» Stored items
- Opening Delimiter -
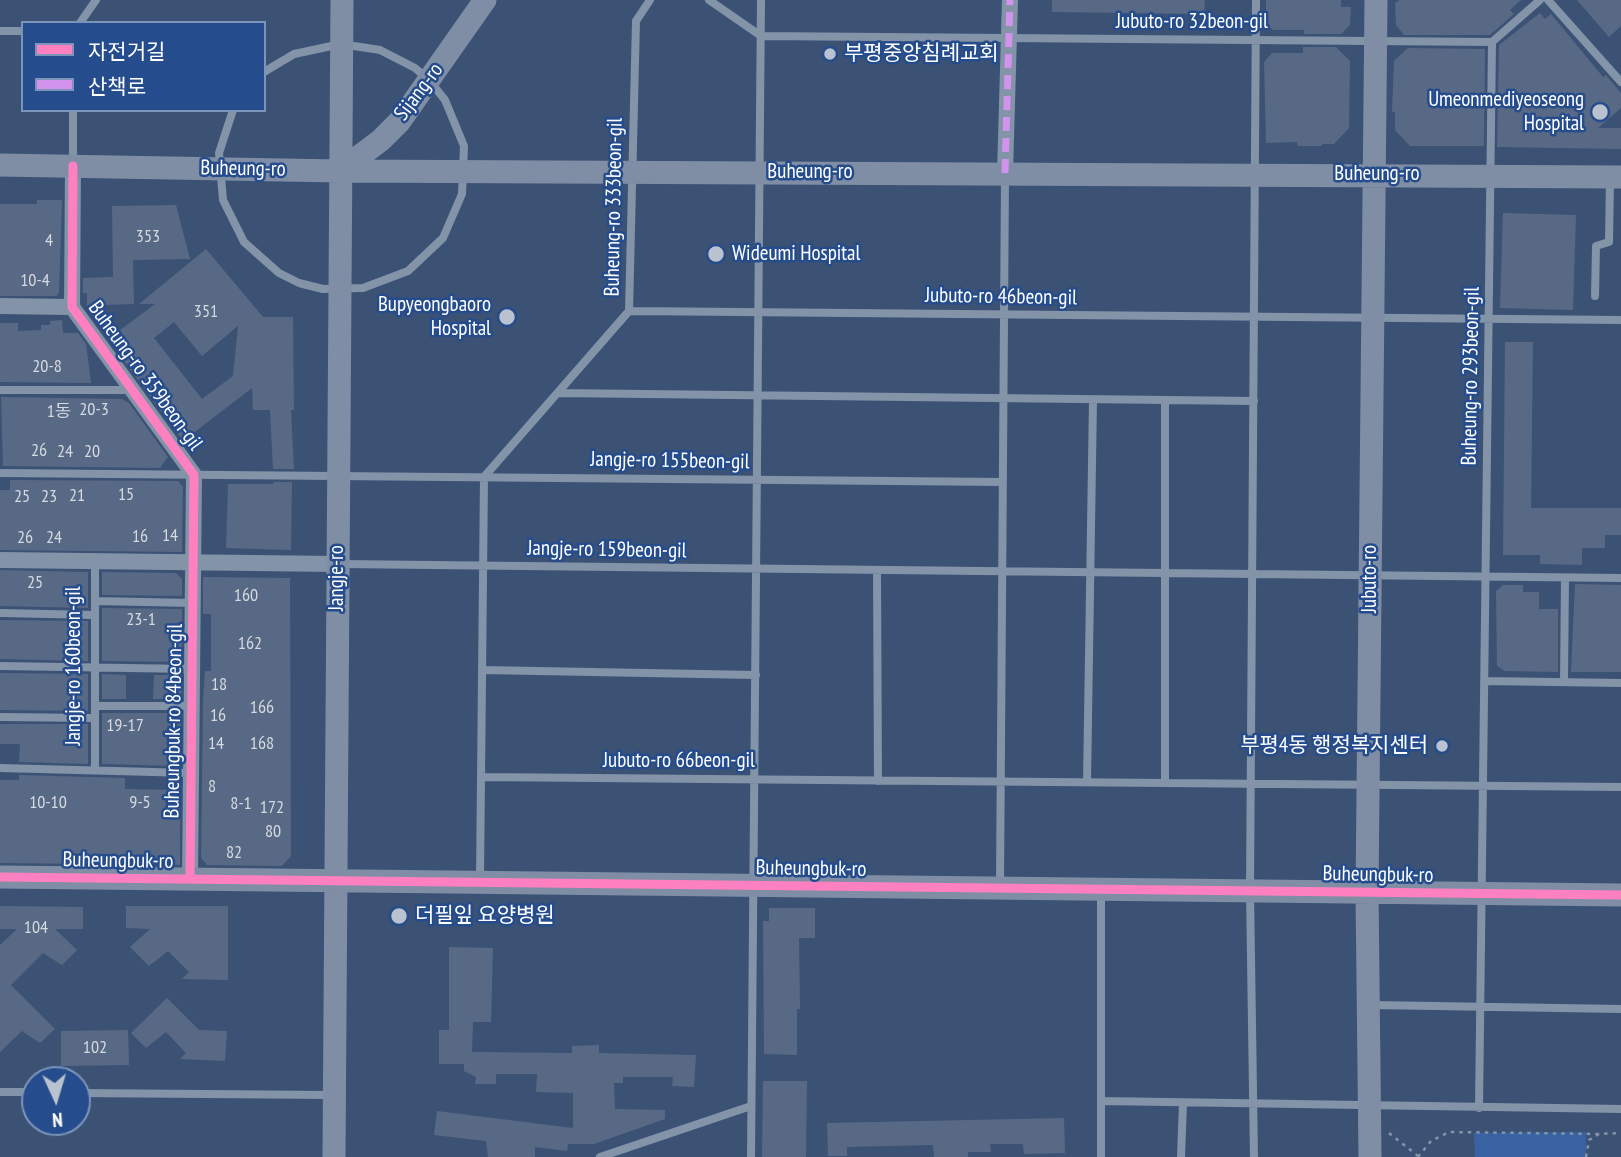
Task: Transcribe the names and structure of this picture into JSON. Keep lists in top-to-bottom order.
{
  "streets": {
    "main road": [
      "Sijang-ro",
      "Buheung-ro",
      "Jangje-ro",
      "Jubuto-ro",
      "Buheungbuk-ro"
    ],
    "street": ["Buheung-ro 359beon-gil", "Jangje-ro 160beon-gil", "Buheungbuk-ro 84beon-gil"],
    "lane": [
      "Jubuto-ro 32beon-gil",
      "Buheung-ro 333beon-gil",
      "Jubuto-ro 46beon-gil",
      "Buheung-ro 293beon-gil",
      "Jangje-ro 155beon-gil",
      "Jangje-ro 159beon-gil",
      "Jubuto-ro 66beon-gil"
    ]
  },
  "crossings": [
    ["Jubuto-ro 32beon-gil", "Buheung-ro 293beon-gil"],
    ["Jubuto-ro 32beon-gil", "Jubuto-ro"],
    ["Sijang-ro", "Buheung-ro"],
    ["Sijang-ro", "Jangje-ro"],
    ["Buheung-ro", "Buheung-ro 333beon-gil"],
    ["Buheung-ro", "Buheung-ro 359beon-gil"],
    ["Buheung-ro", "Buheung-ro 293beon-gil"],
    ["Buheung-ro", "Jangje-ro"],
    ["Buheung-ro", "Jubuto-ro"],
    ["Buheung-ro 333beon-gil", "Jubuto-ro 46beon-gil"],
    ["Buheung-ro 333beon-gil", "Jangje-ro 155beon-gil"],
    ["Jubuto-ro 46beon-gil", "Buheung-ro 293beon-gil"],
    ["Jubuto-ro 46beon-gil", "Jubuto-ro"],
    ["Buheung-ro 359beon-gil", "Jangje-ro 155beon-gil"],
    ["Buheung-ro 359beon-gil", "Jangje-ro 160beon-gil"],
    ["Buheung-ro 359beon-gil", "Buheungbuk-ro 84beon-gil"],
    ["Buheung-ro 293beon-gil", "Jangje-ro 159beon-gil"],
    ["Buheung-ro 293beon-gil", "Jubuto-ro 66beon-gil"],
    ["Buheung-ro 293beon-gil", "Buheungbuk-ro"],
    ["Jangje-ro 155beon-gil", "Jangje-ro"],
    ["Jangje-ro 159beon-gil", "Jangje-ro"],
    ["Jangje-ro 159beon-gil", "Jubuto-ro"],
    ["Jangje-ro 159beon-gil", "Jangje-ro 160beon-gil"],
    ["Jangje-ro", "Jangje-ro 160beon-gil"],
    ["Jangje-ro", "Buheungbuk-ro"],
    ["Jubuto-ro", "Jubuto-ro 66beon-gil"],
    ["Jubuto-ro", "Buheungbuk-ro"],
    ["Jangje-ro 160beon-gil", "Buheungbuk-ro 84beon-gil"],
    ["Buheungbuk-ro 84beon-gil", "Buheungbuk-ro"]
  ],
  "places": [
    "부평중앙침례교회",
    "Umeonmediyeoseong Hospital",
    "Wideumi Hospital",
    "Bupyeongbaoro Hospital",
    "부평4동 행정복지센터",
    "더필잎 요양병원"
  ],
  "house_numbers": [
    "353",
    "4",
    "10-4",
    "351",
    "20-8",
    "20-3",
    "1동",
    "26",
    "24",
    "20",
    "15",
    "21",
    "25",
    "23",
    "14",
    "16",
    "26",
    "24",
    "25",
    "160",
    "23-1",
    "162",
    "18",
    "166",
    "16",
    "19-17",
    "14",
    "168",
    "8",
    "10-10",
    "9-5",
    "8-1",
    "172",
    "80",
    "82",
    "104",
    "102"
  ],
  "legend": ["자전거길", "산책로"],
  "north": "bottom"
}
- Closing Delimiter -
» What to do
From the records above, return each line that has the string "bottom".

» Answer space
Task: Transcribe the names and structure of this picture into JSON. Keep lists in top-to-bottom order.
  "north": "bottom"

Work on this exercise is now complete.